### Work to complete
In your copy, repeat the records exactly and leave out the pictures.

________

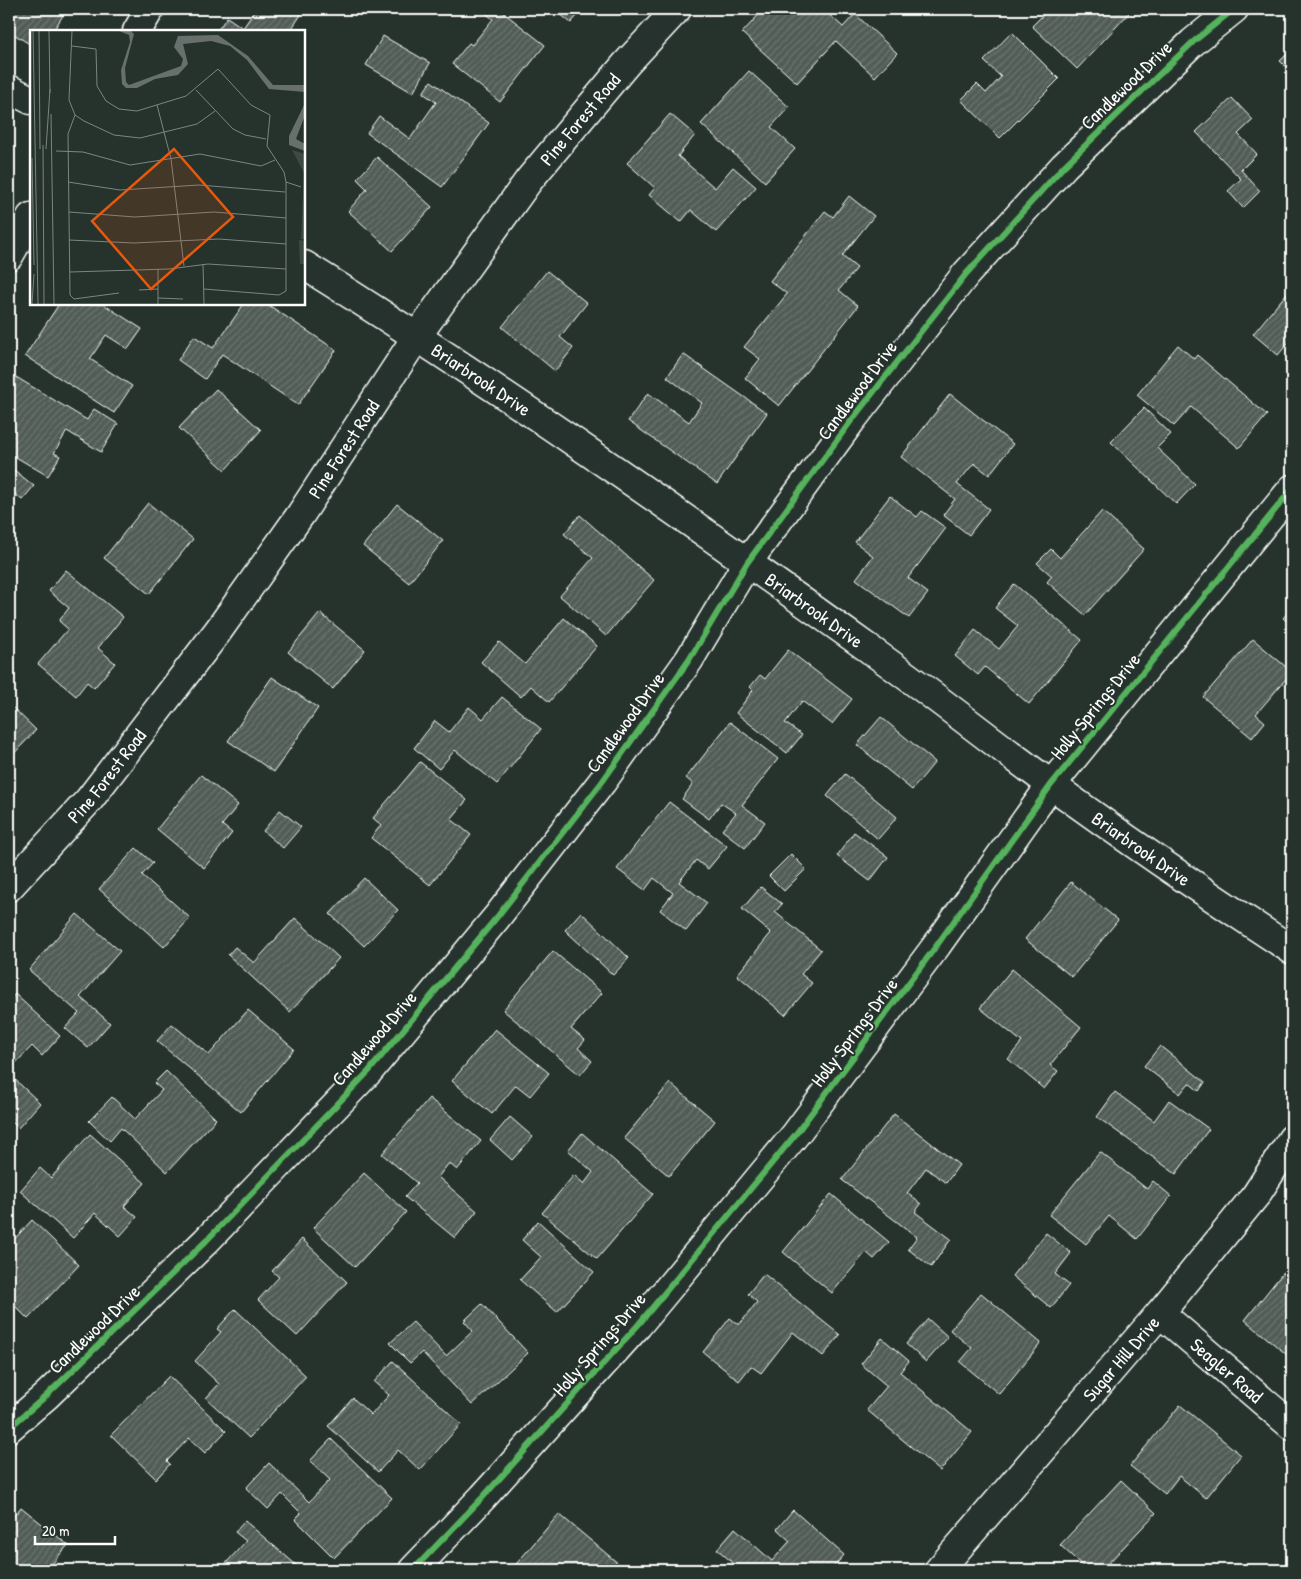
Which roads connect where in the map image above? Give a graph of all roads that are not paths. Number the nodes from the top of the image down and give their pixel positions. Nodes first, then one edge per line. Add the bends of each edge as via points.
1 (150, 9) edge
2 (677, 9) edge
3 (1234, 9) edge
4 (138, 30) edge
5 (9, 88) edge
6 (30, 99) edge
7 (30, 218) edge
8 (9, 256) edge
9 (305, 266) edge
10 (417, 336) junction
11 (1292, 489) edge
12 (748, 562) junction
13 (1051, 785) junction
14 (9, 887) edge
15 (1292, 950) edge
16 (1292, 1139) edge
17 (1160, 1313) junction
18 (1292, 1426) edge
19 (9, 1428) edge
20 (413, 1570) edge
21 (939, 1570) edge

1 - 4 street
2 - 10 street, Pine Forest Road via 626,64 529,180
3 - 12 street, Candlewood Drive via 1192,42 1064,166 966,274 851,421
5 - 6 street
7 - 8 street
9 - 10 street, Briarbrook Drive
10 - 12 street, Briarbrook Drive
10 - 14 street, Pine Forest Road via 301,514 218,631 89,800
11 - 13 street, Holly Springs Drive
12 - 13 street, Briarbrook Drive
12 - 19 street, Candlewood Drive via 689,660 602,782 369,1071 206,1242
13 - 15 street, Briarbrook Drive via 1172,872
13 - 20 street, Holly Springs Drive via 937,946 795,1136 638,1325
16 - 17 street, Sugar Hill Drive via 1256,1195
17 - 18 street, Seagler Road
17 - 21 street, Sugar Hill Drive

________

### Result below
Which roads connect where in the map image above? Give a graph of all roads that are not paths. Number the nodes from the top of the image down and give their pixel positions. Nodes first, then one edge per line. Add the bends of each edge as via points.
1 (150, 9) edge
2 (677, 9) edge
3 (1234, 9) edge
4 (138, 30) edge
5 (9, 88) edge
6 (30, 99) edge
7 (30, 218) edge
8 (9, 256) edge
9 (305, 266) edge
10 (417, 336) junction
11 (1292, 489) edge
12 (748, 562) junction
13 (1051, 785) junction
14 (9, 887) edge
15 (1292, 950) edge
16 (1292, 1139) edge
17 (1160, 1313) junction
18 (1292, 1426) edge
19 (9, 1428) edge
20 (413, 1570) edge
21 (939, 1570) edge

1 - 4 street
2 - 10 street, Pine Forest Road via 626,64 529,180
3 - 12 street, Candlewood Drive via 1192,42 1064,166 966,274 851,421
5 - 6 street
7 - 8 street
9 - 10 street, Briarbrook Drive
10 - 12 street, Briarbrook Drive
10 - 14 street, Pine Forest Road via 301,514 218,631 89,800
11 - 13 street, Holly Springs Drive
12 - 13 street, Briarbrook Drive
12 - 19 street, Candlewood Drive via 689,660 602,782 369,1071 206,1242
13 - 15 street, Briarbrook Drive via 1172,872
13 - 20 street, Holly Springs Drive via 937,946 795,1136 638,1325
16 - 17 street, Sugar Hill Drive via 1256,1195
17 - 18 street, Seagler Road
17 - 21 street, Sugar Hill Drive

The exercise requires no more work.